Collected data
§
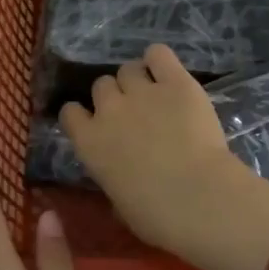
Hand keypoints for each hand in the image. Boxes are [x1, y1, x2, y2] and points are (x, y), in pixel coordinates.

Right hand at [60, 45, 268, 269]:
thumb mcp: (119, 203)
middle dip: (115, 96)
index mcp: (89, 143)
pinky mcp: (176, 82)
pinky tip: (168, 73)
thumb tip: (118, 176)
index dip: (84, 115)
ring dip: (138, 79)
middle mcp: (109, 110)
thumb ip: (112, 178)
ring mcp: (142, 92)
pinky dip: (160, 60)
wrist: (198, 198)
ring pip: (129, 68)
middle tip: (135, 113)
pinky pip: (159, 54)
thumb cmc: (156, 216)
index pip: (70, 112)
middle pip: (101, 85)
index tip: (97, 124)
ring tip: (155, 93)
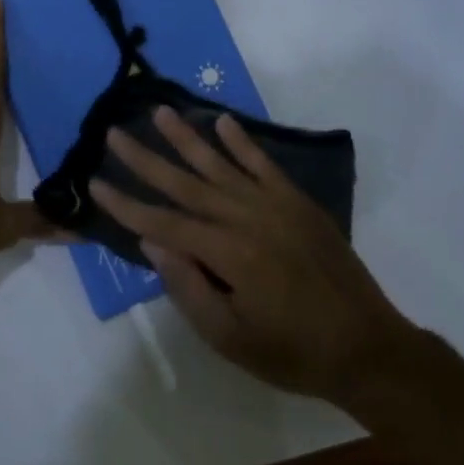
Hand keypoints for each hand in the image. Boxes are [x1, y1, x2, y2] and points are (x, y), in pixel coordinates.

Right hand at [91, 107, 413, 405]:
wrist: (368, 348)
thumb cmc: (292, 352)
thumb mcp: (230, 338)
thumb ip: (187, 287)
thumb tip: (151, 240)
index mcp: (228, 253)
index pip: (164, 222)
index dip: (126, 204)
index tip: (95, 183)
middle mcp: (247, 218)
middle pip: (186, 183)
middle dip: (146, 158)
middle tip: (115, 133)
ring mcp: (276, 205)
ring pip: (221, 164)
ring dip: (187, 137)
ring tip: (160, 112)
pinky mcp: (299, 203)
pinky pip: (264, 164)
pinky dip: (242, 142)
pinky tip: (223, 122)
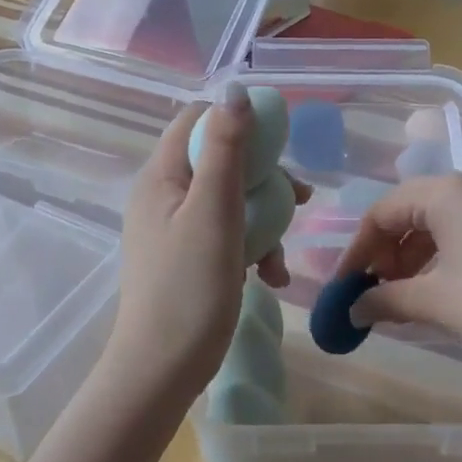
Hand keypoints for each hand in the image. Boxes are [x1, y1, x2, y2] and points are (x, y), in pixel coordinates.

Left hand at [104, 90, 308, 407]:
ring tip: (282, 256)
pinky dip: (250, 248)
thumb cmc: (189, 288)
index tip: (279, 143)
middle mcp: (162, 195)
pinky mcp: (186, 258)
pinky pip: (224, 235)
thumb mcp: (215, 211)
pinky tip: (271, 277)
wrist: (161, 371)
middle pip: (219, 160)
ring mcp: (173, 228)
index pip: (197, 119)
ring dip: (264, 221)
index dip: (239, 121)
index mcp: (161, 175)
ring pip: (229, 201)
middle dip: (264, 179)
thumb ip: (225, 148)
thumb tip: (234, 89)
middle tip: (300, 197)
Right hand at [338, 174, 461, 383]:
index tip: (344, 286)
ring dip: (411, 258)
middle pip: (408, 213)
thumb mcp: (436, 302)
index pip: (382, 211)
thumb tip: (351, 309)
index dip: (357, 249)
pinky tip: (436, 292)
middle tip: (373, 292)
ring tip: (401, 297)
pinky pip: (461, 234)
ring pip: (436, 225)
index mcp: (445, 192)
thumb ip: (386, 300)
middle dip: (384, 253)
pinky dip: (439, 260)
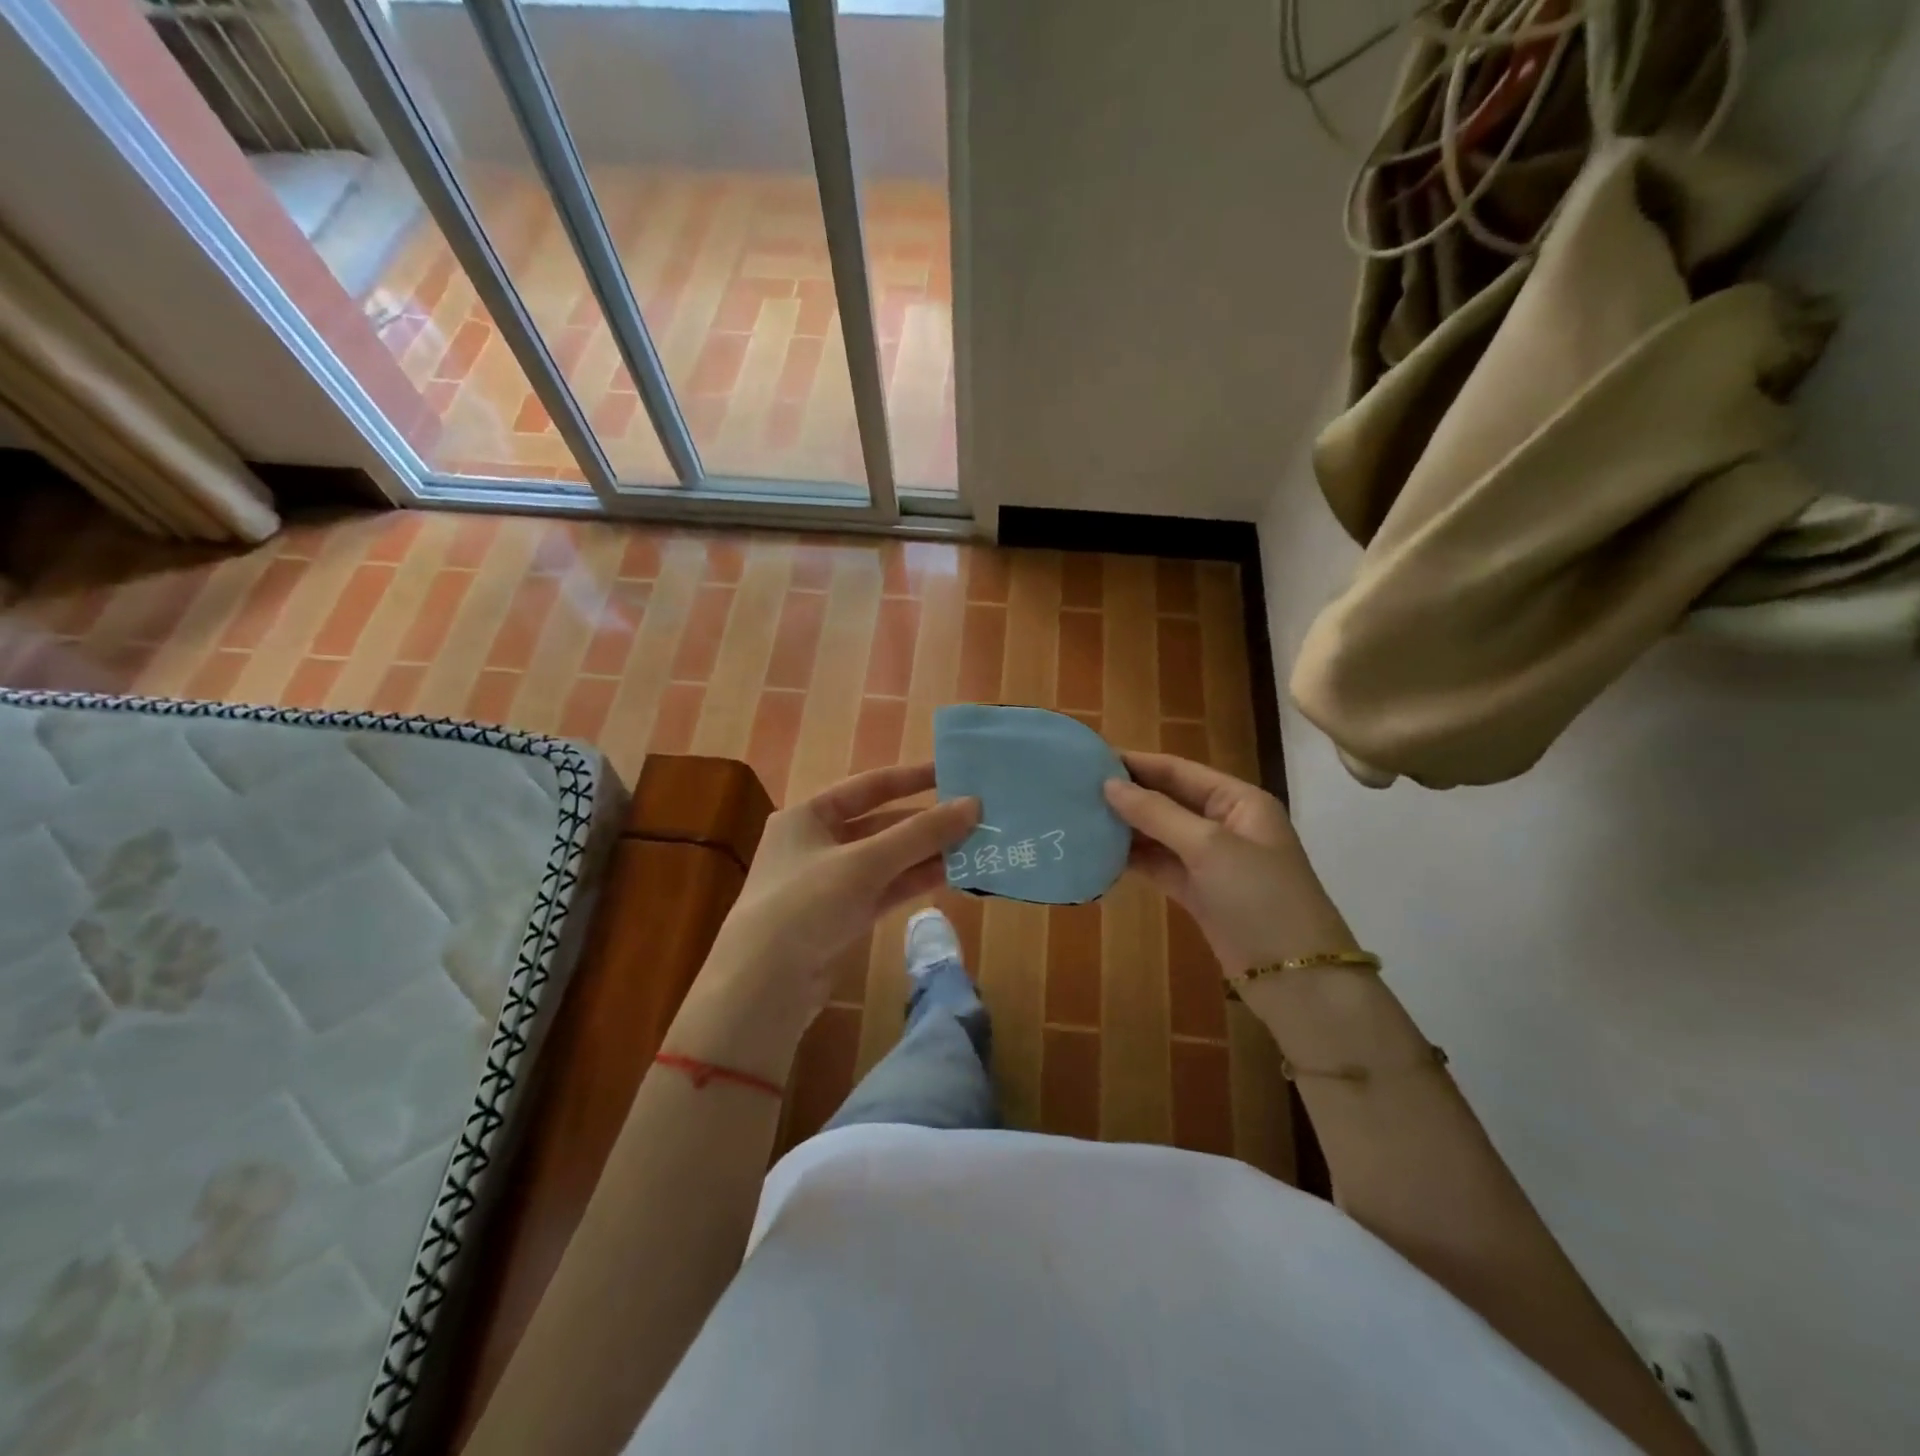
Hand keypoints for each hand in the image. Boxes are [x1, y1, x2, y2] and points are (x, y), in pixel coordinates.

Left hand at [705, 762, 978, 1022]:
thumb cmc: (806, 904)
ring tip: (973, 846)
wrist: (763, 987)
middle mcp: (817, 843)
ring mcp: (830, 883)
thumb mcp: (865, 862)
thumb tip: (974, 805)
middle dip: (925, 822)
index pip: (868, 785)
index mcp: (808, 814)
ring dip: (925, 853)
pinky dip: (914, 881)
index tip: (953, 773)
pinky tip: (951, 876)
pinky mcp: (842, 917)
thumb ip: (920, 834)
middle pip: (880, 824)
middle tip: (974, 817)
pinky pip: (885, 889)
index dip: (911, 778)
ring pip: (886, 859)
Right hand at [1104, 752, 1355, 972]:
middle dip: (1127, 795)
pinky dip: (1133, 860)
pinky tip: (1099, 854)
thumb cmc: (1259, 896)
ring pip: (1160, 834)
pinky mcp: (1198, 891)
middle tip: (1076, 790)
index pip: (1179, 770)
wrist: (1294, 976)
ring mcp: (1210, 860)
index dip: (1137, 764)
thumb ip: (1157, 813)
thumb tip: (1108, 785)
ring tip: (1080, 818)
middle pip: (1167, 800)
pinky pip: (1159, 865)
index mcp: (1238, 800)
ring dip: (1126, 828)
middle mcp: (1224, 823)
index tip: (1090, 760)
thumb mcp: (1209, 847)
§
#### The task
From the records above, copy out the line with "ring pip: (229, 201)", the line with "middle tip: (373, 292)", and every line between them, word for word.

#### Task output
ring pip: (229, 201)
middle dip: (264, 179)
thumb ip: (225, 148)
thumb tip: (234, 89)
middle tip: (300, 197)
Right hand at [338, 174, 461, 383]:
index tip: (344, 286)
ring dip: (411, 258)
middle pip: (408, 213)
thumb mcp: (436, 302)
index pip: (382, 211)
thumb tip: (351, 309)
index dip: (357, 249)
pinky tip: (436, 292)
middle tip: (373, 292)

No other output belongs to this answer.